Целый день он ходил за ней следом, гладил в воображении заплетенное золото ее волос и вдыхал воздух, сквозь который прошло ее тело, а потом она заметила его, улыбнулась ему и села с ним на скамейку в общественном парке. Ее звали Тоня. Моше лущил для нее жареные тыквенные семечки, вытащил перочинный нож, чтобы нарезать ей астраханские яблоки, которые купил для них обоих, и разделил с ней кусок твердого сыра, который мать дала ему с собой в дорогу.

— Ты сестра мне, — сказал он ей с волнением, которое не вязалось с грубой тяжеловесностью его тела. — Ты моя сестра, которой у меня никогда не было.

Стояло лето. В жарком воздухе плыли ароматы рынка. В порту кричали чайки и пароходы. Тонино лицо сверкало от любви, от солнца и от радости.

Моше сказал, что хочет привезти ее в подарок своей матери, и Тоня засмеялась и сказала, что приедет.

Неделю спустя Моше вернулся в Одессу с двумя старшими братьями и забрал Тоню, в сопровождении двух ее старших братьев, в материнский дом.

Когда мать увидела Тоню, у нее перехватило дыхание. Она назвала ее «доченькой», и шесть облачков тотчас омрачили лица шести ее предыдущих невесток, ни одна из которых не заслужила у нее такого обращения.

Вдова смеялась, потом плакала, а потом сказала, что теперь сможет наконец спокойно присоединиться к своему умершему супругу.

И действительно, через семь дней после свадьбы она попрощалась со своими сыновьями и невестками и умерла, как это было принято в семействе Рабиновичей: на кровати, вынесенной во двор и поставленной там под липой.
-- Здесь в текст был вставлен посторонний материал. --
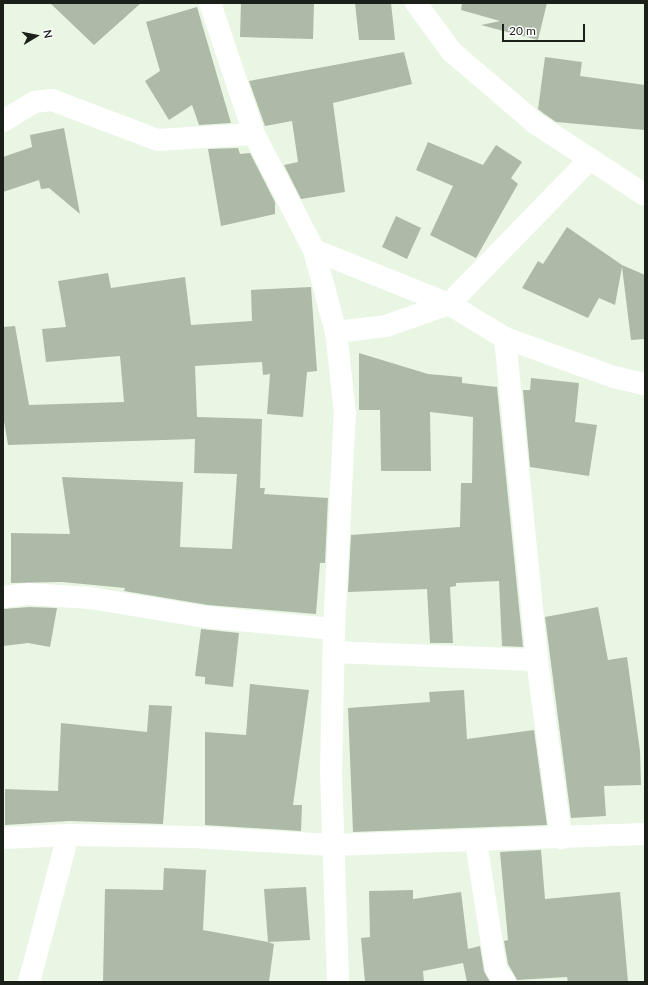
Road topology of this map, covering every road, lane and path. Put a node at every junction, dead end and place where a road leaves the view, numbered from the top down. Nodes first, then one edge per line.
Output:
1 (210, 3) edge
2 (416, 3) edge
3 (3, 121) edge
4 (254, 134) junction
5 (588, 161) junction
6 (645, 195) edge
7 (314, 250) junction
8 (449, 304) junction
9 (336, 332) junction
10 (505, 338) junction
11 (645, 384) edge
12 (3, 597) edge
13 (334, 629) junction
14 (334, 652) junction
15 (538, 660) junction
16 (645, 834) edge
17 (68, 835) junction
18 (3, 838) edge
19 (560, 838) junction
20 (476, 842) junction
21 (332, 845) junction
22 (29, 982) edge
23 (338, 982) edge
24 (505, 982) edge

1 - 4 street
2 - 5 street
3 - 4 street
4 - 7 street
5 - 6 street
5 - 8 street
7 - 8 street
7 - 9 street
8 - 9 street
8 - 10 street
9 - 13 street
10 - 11 street
10 - 15 street
12 - 13 street
13 - 14 street
14 - 15 street
14 - 21 street
15 - 19 street
16 - 19 street
17 - 18 street
17 - 21 street
17 - 22 street
19 - 20 street
20 - 21 street
20 - 24 street
21 - 23 street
Свой капитал и свое имущество она разделила по чести и справедливости между всеми сыновьями, драгоценности — между невестками, а Тоне завещала вдобавок запертую деревянную шкатулку, оклеенную мелкими морскими ракушками.

Моше, догадавшись, что находится в шкатулке, весь задрожал, но не осмелился произнести ни слова.

На тридцатый день после смерти свекрови Тоня ушла в угол и там, оставшись одна, открыла шкатулку. Прелесть детских мужниных прядей ослепила ее глаза и наполнила их слезами. Такими шелковистыми и переливчатыми были они, что ей на миг показалось, будто коса эта сама собой движется и ползет по ее рукам.

Тоня испугалась и захлопнула шкатулку, но когда дыхание вернулось к ней, снова осторожно открыла.